Dataset entries
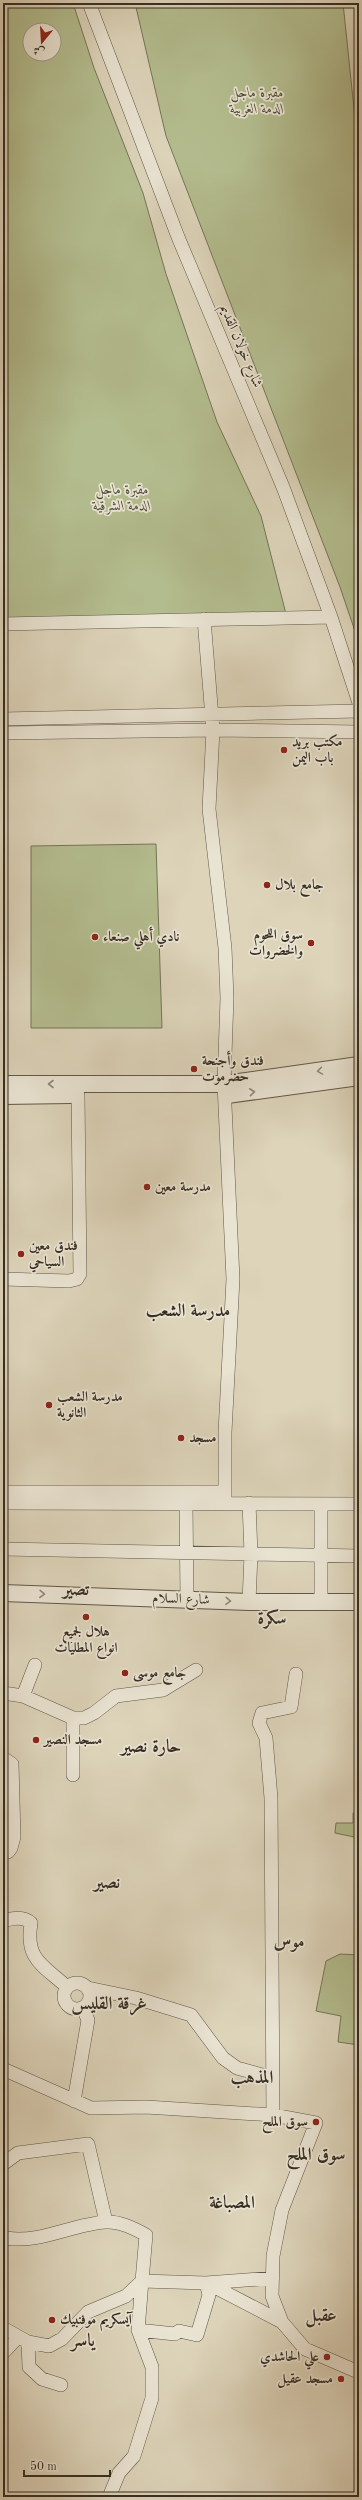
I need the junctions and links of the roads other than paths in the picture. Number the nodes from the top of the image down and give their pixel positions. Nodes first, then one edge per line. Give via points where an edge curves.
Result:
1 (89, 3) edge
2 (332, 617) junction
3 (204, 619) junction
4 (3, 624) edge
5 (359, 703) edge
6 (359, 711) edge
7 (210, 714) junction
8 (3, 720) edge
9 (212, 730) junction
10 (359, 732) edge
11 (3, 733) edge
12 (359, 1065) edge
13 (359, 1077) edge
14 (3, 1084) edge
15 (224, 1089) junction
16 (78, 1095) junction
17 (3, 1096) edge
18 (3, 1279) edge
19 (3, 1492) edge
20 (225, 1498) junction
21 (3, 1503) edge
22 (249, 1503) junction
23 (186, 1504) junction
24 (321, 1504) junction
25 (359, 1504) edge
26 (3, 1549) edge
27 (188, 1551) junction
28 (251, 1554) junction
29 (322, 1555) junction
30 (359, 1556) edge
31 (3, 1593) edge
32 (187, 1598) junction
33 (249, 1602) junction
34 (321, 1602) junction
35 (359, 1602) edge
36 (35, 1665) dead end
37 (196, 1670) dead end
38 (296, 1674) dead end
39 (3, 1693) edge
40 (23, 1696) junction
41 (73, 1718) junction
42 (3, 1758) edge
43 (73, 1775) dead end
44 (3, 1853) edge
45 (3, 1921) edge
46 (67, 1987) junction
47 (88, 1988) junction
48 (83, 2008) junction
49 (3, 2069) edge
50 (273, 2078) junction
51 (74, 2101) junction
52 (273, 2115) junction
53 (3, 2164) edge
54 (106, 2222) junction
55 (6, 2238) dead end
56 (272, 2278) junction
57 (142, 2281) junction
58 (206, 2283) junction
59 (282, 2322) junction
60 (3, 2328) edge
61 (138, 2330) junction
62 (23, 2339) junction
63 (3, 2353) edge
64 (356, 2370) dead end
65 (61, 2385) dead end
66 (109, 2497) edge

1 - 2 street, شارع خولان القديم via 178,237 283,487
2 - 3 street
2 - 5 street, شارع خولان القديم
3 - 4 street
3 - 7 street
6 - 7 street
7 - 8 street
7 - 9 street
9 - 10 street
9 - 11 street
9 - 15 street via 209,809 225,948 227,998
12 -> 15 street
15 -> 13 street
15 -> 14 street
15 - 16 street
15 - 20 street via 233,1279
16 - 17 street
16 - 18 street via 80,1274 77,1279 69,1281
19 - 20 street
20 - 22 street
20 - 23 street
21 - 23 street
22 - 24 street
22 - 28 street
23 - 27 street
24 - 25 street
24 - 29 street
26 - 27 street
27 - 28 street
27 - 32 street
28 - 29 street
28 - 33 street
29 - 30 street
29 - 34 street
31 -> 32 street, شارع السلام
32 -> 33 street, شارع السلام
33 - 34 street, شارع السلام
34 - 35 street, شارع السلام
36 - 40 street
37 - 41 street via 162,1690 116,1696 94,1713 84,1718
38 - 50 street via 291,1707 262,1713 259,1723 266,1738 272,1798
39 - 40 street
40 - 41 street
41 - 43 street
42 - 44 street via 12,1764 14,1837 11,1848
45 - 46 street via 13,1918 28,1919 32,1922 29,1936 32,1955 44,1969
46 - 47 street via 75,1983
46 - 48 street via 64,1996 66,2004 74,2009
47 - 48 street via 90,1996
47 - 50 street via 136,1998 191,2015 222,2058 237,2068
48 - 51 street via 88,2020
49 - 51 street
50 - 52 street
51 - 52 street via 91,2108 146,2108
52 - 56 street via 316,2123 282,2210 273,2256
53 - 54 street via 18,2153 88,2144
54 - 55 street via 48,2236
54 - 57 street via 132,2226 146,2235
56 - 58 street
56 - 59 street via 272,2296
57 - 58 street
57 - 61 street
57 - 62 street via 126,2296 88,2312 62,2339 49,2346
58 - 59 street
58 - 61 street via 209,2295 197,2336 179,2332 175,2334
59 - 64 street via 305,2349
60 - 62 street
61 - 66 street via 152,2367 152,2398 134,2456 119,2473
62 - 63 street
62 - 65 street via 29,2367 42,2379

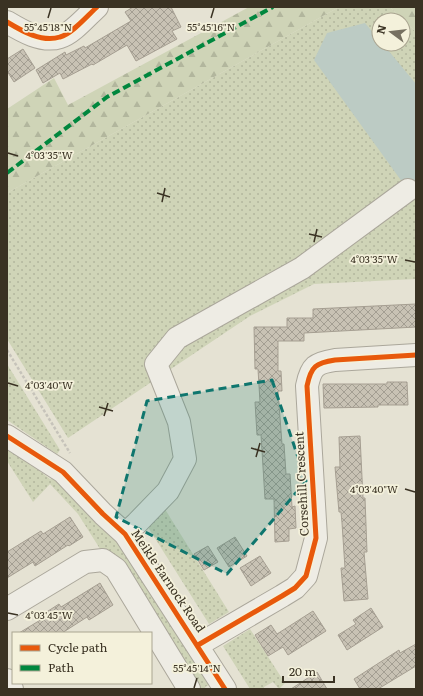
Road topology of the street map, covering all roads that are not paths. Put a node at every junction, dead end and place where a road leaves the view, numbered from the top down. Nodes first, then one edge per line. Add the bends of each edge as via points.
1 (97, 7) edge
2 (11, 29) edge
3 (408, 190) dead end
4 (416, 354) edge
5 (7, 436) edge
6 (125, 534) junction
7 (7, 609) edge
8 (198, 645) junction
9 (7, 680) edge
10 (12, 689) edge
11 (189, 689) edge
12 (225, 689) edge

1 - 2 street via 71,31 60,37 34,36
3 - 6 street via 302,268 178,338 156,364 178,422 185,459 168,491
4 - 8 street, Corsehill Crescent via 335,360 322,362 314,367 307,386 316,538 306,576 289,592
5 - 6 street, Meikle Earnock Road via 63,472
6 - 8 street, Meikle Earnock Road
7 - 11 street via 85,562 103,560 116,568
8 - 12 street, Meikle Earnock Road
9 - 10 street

WHAT YOU ARE ASKED TO DO
Once the line with "Road topology of" is found, write out that line and every one after it through the last line of the records, exactly and with nothing else.

RESPONSE BOX
Road topology of the street map, covering all roads that are not paths. Put a node at every junction, dead end and place where a road leaves the view, numbered from the top down. Nodes first, then one edge per line. Add the bends of each edge as via points.
1 (97, 7) edge
2 (11, 29) edge
3 (408, 190) dead end
4 (416, 354) edge
5 (7, 436) edge
6 (125, 534) junction
7 (7, 609) edge
8 (198, 645) junction
9 (7, 680) edge
10 (12, 689) edge
11 (189, 689) edge
12 (225, 689) edge

1 - 2 street via 71,31 60,37 34,36
3 - 6 street via 302,268 178,338 156,364 178,422 185,459 168,491
4 - 8 street, Corsehill Crescent via 335,360 322,362 314,367 307,386 316,538 306,576 289,592
5 - 6 street, Meikle Earnock Road via 63,472
6 - 8 street, Meikle Earnock Road
7 - 11 street via 85,562 103,560 116,568
8 - 12 street, Meikle Earnock Road
9 - 10 street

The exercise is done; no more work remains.